§ WORK ITEM
Restate the whole of the data verbatim, omitting nothing.

##### EXERCISE MATERIALS

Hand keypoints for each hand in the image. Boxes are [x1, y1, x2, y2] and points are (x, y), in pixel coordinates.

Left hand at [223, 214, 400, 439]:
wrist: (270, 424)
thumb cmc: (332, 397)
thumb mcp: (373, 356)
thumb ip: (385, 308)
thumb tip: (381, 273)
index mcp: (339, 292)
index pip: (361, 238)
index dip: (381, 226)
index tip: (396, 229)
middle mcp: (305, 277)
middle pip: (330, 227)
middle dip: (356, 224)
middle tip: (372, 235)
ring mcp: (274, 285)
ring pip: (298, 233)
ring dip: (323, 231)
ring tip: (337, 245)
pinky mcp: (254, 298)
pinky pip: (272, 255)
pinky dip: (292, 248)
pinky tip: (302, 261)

##########

§ TASK RESPONSE
Hand keypoints for each hand in the image. Boxes are [x1, y1, x2, y2] and points are (x, y), in pixel coordinates.

Left hand at [223, 214, 400, 439]:
wrist: (270, 424)
thumb cmc: (332, 397)
thumb mcp: (373, 356)
thumb ip: (385, 308)
thumb tip: (381, 273)
index mcp: (339, 292)
index pip: (361, 238)
index dip: (381, 226)
index tip: (396, 229)
middle mcp: (305, 277)
middle pip: (330, 227)
middle dip: (356, 224)
middle tip: (372, 235)
ring mcp: (274, 285)
ring pip: (298, 233)
ring dip: (323, 231)
ring tip: (337, 245)
pinky mcp: (254, 298)
pinky pip: (272, 255)
pinky dip: (292, 248)
pinky tip: (302, 261)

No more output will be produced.